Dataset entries
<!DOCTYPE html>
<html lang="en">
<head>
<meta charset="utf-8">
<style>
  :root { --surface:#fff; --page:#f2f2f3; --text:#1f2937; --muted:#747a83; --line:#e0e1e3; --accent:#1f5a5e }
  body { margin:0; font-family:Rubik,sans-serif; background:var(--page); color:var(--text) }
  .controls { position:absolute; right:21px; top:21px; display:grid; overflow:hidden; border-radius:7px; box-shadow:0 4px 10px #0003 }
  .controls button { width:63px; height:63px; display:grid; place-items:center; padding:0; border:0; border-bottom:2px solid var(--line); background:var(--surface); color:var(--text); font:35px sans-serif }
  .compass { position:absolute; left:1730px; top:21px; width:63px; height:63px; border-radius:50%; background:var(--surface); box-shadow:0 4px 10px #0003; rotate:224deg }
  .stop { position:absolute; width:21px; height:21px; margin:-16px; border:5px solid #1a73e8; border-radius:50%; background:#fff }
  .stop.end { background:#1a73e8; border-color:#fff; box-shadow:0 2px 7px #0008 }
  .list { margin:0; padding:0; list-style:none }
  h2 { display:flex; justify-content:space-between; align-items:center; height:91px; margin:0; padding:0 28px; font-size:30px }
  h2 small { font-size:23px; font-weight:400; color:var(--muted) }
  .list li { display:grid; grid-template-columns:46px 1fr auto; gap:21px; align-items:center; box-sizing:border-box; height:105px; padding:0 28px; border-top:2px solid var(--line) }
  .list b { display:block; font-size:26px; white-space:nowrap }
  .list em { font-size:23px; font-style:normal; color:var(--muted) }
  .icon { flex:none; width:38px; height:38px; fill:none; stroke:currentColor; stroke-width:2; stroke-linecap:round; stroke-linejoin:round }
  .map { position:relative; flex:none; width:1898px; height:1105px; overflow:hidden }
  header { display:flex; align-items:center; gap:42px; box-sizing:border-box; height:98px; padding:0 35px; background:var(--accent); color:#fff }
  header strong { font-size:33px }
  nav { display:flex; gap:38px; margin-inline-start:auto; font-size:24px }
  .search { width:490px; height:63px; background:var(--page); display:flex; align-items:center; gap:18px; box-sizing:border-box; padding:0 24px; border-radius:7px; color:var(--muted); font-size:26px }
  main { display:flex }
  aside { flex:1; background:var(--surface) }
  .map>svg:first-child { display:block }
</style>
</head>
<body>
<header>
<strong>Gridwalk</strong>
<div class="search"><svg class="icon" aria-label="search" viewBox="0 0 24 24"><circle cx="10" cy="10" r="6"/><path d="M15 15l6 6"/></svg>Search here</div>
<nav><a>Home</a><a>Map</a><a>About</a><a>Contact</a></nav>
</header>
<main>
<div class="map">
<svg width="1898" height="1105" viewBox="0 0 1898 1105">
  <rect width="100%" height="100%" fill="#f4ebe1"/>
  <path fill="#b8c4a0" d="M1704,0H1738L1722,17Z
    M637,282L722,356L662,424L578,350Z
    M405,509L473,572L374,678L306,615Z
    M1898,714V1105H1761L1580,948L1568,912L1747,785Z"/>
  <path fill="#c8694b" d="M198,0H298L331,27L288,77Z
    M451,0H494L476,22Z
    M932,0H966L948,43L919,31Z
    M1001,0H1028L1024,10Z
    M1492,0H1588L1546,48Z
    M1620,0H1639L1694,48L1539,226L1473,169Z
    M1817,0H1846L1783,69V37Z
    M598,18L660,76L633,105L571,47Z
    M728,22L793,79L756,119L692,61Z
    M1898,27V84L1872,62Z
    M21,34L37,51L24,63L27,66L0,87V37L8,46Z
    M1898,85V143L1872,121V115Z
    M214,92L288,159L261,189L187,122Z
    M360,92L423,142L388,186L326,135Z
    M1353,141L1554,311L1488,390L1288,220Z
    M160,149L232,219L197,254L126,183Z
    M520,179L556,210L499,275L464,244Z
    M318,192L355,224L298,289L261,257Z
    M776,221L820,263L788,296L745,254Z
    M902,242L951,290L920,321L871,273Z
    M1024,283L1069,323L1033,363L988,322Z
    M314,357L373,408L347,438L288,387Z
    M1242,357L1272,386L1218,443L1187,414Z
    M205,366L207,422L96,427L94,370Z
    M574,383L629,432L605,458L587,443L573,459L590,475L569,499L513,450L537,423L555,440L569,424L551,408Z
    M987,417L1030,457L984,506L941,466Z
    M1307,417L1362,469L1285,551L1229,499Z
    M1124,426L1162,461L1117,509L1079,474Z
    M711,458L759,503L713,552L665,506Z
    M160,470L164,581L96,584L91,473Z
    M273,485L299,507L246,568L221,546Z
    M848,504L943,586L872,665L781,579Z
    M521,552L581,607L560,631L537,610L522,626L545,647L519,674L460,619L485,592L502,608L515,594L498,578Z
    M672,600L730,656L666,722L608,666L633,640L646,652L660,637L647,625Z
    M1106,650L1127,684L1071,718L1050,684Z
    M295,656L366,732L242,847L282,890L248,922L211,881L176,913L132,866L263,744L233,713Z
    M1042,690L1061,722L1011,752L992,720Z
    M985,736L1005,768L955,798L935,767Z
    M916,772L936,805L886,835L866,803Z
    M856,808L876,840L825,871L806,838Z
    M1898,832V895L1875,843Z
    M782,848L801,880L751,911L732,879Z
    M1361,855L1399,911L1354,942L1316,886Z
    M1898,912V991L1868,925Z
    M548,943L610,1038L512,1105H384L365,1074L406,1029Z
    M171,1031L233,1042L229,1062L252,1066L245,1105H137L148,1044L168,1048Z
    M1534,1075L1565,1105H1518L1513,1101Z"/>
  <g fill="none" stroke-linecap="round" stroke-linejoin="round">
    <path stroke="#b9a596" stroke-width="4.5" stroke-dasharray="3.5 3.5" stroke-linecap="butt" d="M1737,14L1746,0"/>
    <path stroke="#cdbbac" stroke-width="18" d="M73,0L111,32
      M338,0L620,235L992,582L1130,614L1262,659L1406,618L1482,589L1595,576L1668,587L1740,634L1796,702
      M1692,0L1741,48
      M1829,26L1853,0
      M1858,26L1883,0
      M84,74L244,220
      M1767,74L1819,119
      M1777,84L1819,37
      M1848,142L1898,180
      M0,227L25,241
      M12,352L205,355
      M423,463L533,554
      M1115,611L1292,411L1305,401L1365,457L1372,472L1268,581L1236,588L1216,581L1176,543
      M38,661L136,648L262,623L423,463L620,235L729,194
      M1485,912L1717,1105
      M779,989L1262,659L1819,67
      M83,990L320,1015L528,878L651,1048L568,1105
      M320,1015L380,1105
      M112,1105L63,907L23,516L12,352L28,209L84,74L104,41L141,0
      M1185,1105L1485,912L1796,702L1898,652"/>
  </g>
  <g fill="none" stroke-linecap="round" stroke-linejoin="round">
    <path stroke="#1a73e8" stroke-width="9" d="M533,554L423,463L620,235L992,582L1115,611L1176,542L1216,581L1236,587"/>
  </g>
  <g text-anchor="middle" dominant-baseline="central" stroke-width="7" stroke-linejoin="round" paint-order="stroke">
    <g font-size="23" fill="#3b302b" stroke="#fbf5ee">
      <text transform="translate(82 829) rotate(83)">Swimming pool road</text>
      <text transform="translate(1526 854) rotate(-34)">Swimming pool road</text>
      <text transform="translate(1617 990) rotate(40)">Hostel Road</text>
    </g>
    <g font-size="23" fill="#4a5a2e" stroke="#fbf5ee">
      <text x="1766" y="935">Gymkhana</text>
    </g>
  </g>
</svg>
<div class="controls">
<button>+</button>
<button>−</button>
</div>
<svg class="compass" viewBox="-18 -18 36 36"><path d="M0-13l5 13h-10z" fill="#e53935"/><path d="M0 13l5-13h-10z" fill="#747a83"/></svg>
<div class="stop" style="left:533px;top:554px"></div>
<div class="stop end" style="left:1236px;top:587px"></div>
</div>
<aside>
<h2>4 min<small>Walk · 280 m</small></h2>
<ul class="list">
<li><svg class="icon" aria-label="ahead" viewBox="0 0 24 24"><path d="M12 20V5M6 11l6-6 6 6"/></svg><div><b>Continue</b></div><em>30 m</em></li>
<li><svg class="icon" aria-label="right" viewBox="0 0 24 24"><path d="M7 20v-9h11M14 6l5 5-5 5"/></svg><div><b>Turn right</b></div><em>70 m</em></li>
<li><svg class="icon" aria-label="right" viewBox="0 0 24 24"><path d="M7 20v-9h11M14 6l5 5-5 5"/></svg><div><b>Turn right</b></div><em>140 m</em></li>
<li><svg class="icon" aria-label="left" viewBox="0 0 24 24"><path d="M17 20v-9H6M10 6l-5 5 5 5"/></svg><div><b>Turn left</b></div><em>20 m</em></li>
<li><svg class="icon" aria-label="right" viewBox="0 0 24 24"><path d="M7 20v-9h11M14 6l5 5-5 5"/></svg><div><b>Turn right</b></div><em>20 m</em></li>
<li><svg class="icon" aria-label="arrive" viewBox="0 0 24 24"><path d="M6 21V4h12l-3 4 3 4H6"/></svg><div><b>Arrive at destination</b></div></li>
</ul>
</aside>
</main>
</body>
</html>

**What you should do**: Copy out each line of the entries where the word "body" is found.

**Task answer**:
  body { margin:0; font-family:Rubik,sans-serif; background:var(--page); color:var(--text) }
<body>
</body>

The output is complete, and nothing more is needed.